James Guild – At the end of September, the Indonesian legislature passed the 2022 state budget, which comes in at around $190 billion. At the time of this writing, a completely finalized and up to date version was not yet available on the Ministry of Finance's web portal so I'll be using some figures from the draft budget, which contains only slight differences from the one accepted by the legislature. Like many budgets being passed these days, Indonesia's is underpinned by an expectation that things will return to a state of semi-normalcy soon, and this is reflected in many of the underlying assumptions.
The biggest of these is that GDP growth will recover to around 5 percent in 2022, which will boost tax revenue to IDR 1,500 trillion (approximately $106 billion) and help close the deficit. In order to cover the extraordinary fiscal stimulus undertaken during the pandemic, Indonesia has been running larger-than-usual deficits in the last two years: 6.14 percent of GDP in 2020 and an estimated 5.82 percent in 2021. By next year, they want to bring this down to 4.85 percent. Yet even with optimistic revenue projections, the government is estimating it will need IDR 868 trillion ($61.5 billion) to finance the 2022 deficit, more than double what was required in 2019.
With low interest rates, a strengthening rupiah, and a narrowing current account deficit, now is as good a time as any to run short-term fiscal deficits in order to consolidate a post-pandemic economic recovery. And this appears to be the conclusion reached by Indonesia's financial authorities. While their long-term goal is to get the deficit back down to 3 percent of GDP, the 2022 budget calls for slightly more overall spending than 2021. In other words, they are not throttling back on public expenditures and if they have to borrow more to do so, I think that's something they can live with.

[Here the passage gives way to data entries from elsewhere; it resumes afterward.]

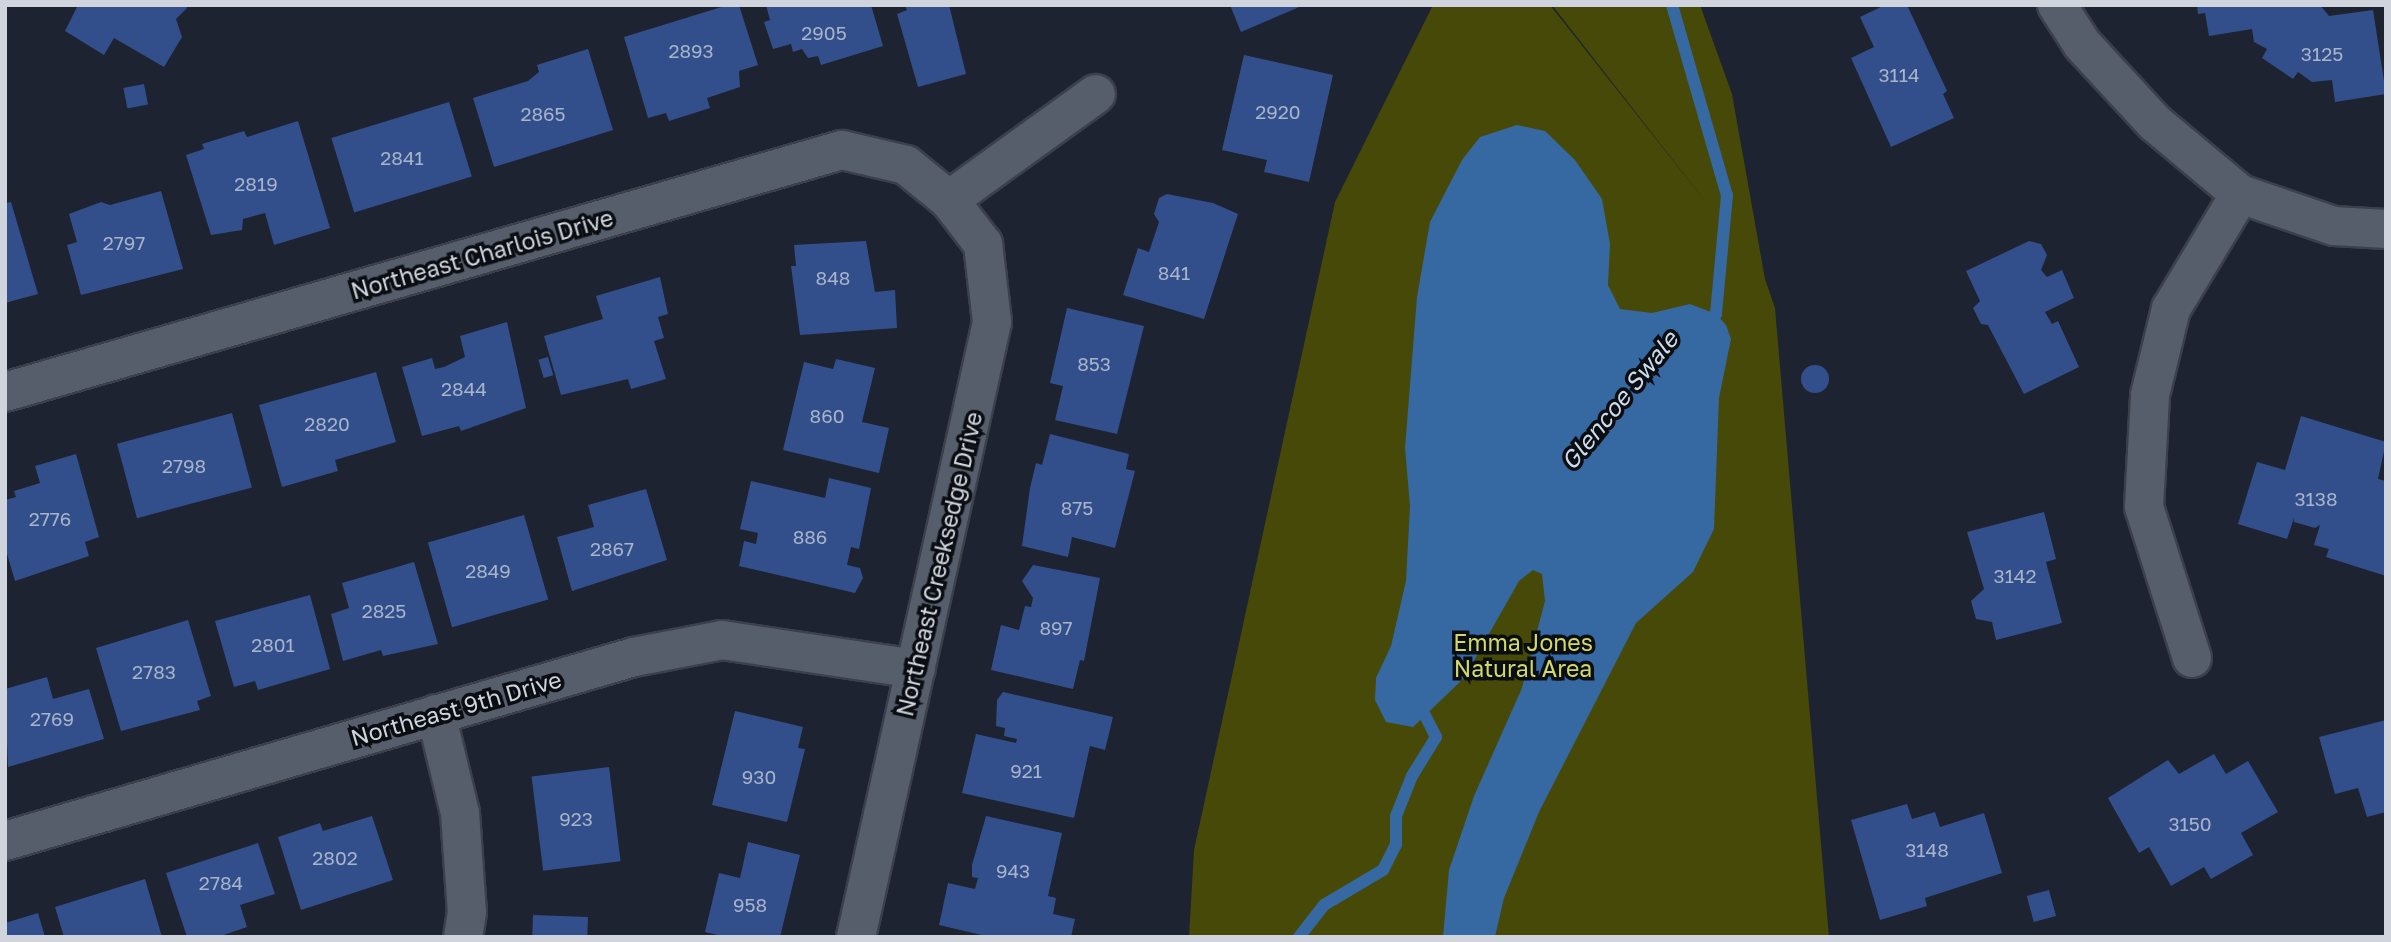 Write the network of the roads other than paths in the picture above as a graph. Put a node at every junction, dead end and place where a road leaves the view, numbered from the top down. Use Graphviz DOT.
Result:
graph roads {
  1 [pos="2057,5"];
  2 [pos="1096,94"];
  3 [pos="2240,194"];
  4 [pos="949,200"];
  5 [pos="2386,229"];
  6 [pos="5,392"];
  7 [pos="2192,657"];
  8 [pos="916,669"];
  9 [pos="436,714"];
  10 [pos="5,841"];
  11 [pos="463,937"];
  12 [pos="856,937"];
  1 -- 3 [label="street"];
  2 -- 4 [label="street"];
  3 -- 5 [label="street"];
  3 -- 7 [label="street"];
  4 -- 6 [label="street, Northeast Charlois Drive"];
  4 -- 8 [label="street, Northeast Creeksedge Drive"];
  8 -- 9 [label="street, Northeast 9th Drive"];
  8 -- 12 [label="street, Northeast Creeksedge Drive"];
  9 -- 10 [label="street, Northeast 9th Drive"];
  9 -- 11 [label="street"];
}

This includes IDR 96 trillion for the Ministry of Health, IDR 78 trillion for the Ministry of Social Affairs, 134 trillion for the Ministry of Defense, and IDR 111 trillion for the National Police. Budget allocations for the Ministry of Health and Ministry of Social Affairs fell compared to 2021, while the Ministry of Defense and the National Police saw their budgets rise, which has attracted some criticism. But these line items alone don't tell the whole story, since substantial amounts are transferred directly to local governments or take the form of subsidies and other non-ministerial expenditures.
When accounting for these various other transfer mechanisms, the Ministry of Finance estimates that spending on healthcare and social assistance accounts for 25 percent of the total 2022 budget. This is lower than last year's peak of 30 percent, but higher than the pre-pandemic level of 18 percent. Defense spending, meanwhile, remains at its historical level of around 5 percent of the budget. When looking at spending levels relative to the entire budget, including transfers and subsidies, it's clear that in 2022 the state intends to continue spending above its historical baseline on the areas most impacted by the pandemic: health and social assistance. As it starts to scale back in anticipation of things normalizing, it will be interesting to see how much fiscal support these areas continue to get in future budgets.

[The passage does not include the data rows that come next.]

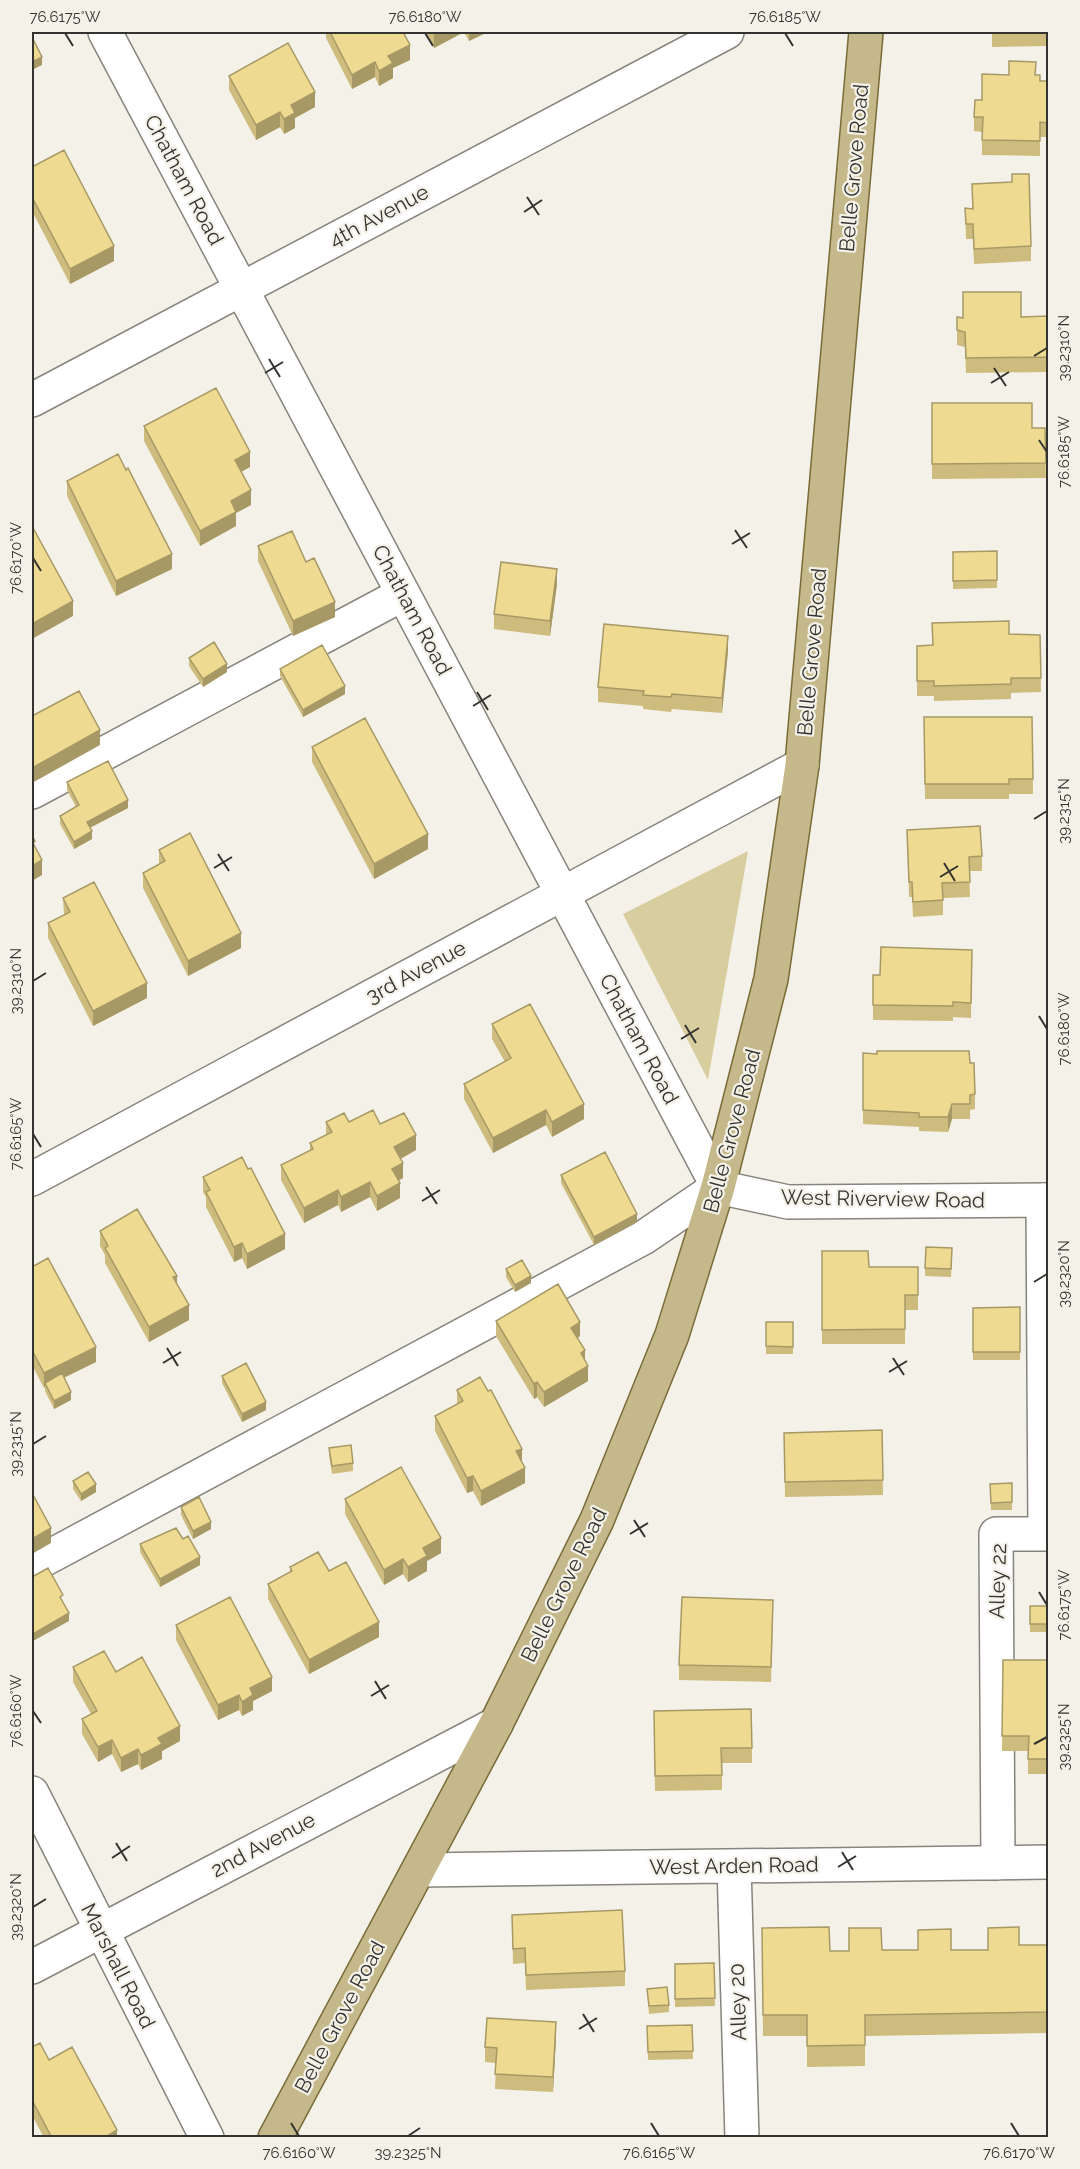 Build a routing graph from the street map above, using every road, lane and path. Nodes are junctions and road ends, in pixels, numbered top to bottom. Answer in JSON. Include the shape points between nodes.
{"nodes":[{"id":1,"x":105,"y":32,"type":"edge"},
{"id":2,"x":727,"y":32,"type":"edge"},
{"id":3,"x":866,"y":32,"type":"edge"},
{"id":4,"x":242,"y":289,"type":"junction"},
{"id":5,"x":32,"y":400,"type":"edge"},
{"id":6,"x":403,"y":594,"type":"junction"},
{"id":7,"x":802,"y":765,"type":"junction"},
{"id":8,"x":32,"y":792,"type":"edge"},
{"id":9,"x":562,"y":893,"type":"junction"},
{"id":10,"x":32,"y":1179,"type":"edge"},
{"id":11,"x":718,"y":1187,"type":"junction"},
{"id":12,"x":1046,"y":1200,"type":"edge"},
{"id":13,"x":1047,"y":1534,"type":"edge"},
{"id":14,"x":32,"y":1566,"type":"edge"},
{"id":15,"x":496,"y":1724,"type":"junction"},
{"id":16,"x":32,"y":1793,"type":"edge"},
{"id":17,"x":1048,"y":1862,"type":"edge"},
{"id":18,"x":998,"y":1863,"type":"junction"},
{"id":19,"x":734,"y":1866,"type":"junction"},
{"id":20,"x":418,"y":1870,"type":"junction"},
{"id":21,"x":100,"y":1930,"type":"junction"},
{"id":22,"x":32,"y":1967,"type":"edge"},
{"id":23,"x":207,"y":2138,"type":"edge"},
{"id":24,"x":275,"y":2138,"type":"edge"},
{"id":25,"x":742,"y":2138,"type":"edge"}],
"edges":[{"from":1,"to":4,"type":"street","name":"Chatham Road"},
{"from":2,"to":4,"type":"street","name":"4th Avenue"},
{"from":3,"to":7,"type":"main road","name":"Belle Grove Road"},
{"from":4,"to":5,"type":"street","name":"4th Avenue"},
{"from":4,"to":6,"type":"street","name":"Chatham Road"},
{"from":6,"to":8,"type":"street"},
{"from":6,"to":9,"type":"street","name":"Chatham Road"},
{"from":7,"to":9,"type":"street","name":"3rd Avenue"},
{"from":7,"to":11,"type":"main road","name":"Belle Grove Road","via":[[771,979]]},
{"from":9,"to":10,"type":"street","name":"3rd Avenue"},
{"from":9,"to":11,"type":"street","name":"Chatham Road"},
{"from":11,"to":12,"type":"street","name":"West Riverview Road","via":[[788,1202]]},
{"from":11,"to":14,"type":"street","via":[[644,1238]]},
{"from":11,"to":15,"type":"main road","name":"Belle Grove Road","via":[[672,1335],[597,1520]]},
{"from":12,"to":13,"type":"street","name":"Alley 22"},
{"from":13,"to":18,"type":"street","name":"Alley 22","via":[[996,1534]]},
{"from":15,"to":20,"type":"main road","name":"Belle Grove Road"},
{"from":15,"to":21,"type":"street","name":"2nd Avenue"},
{"from":16,"to":21,"type":"street","name":"Marshall Road"},
{"from":17,"to":18,"type":"street","name":"West Arden Road"},
{"from":18,"to":19,"type":"street","name":"West Arden Road"},
{"from":19,"to":20,"type":"street","name":"West Arden Road"},
{"from":19,"to":25,"type":"street","name":"Alley 20"},
{"from":20,"to":24,"type":"main road","name":"Belle Grove Road"},
{"from":21,"to":22,"type":"street","name":"2nd Avenue"},
{"from":21,"to":23,"type":"street","name":"Marshall Road"}]}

The 2022 budget suggests the government is not taking its foot off the gas just yet, although it is hoping that the amount of deficit-financed fiscal stimulus it needs to keep shoveling into the economy will start to decrease. It remains to be seen whether the economy will actually grow at 5 percent and generate the tax revenue they have projected, but policymakers have shown they are willing to take on debt in order to close the gap. And while that could pose some problems down the line if the Federal Reserve raises interest rates (which looks like it may happen sooner rather than later), it indicates to me this is a budget that was designed with domestic priorities in mind, rather than an eye toward what global capital markets or central banks in other countries might do.
[James Guild is an expert in trade, finance, and economic development in Southeast Asia.]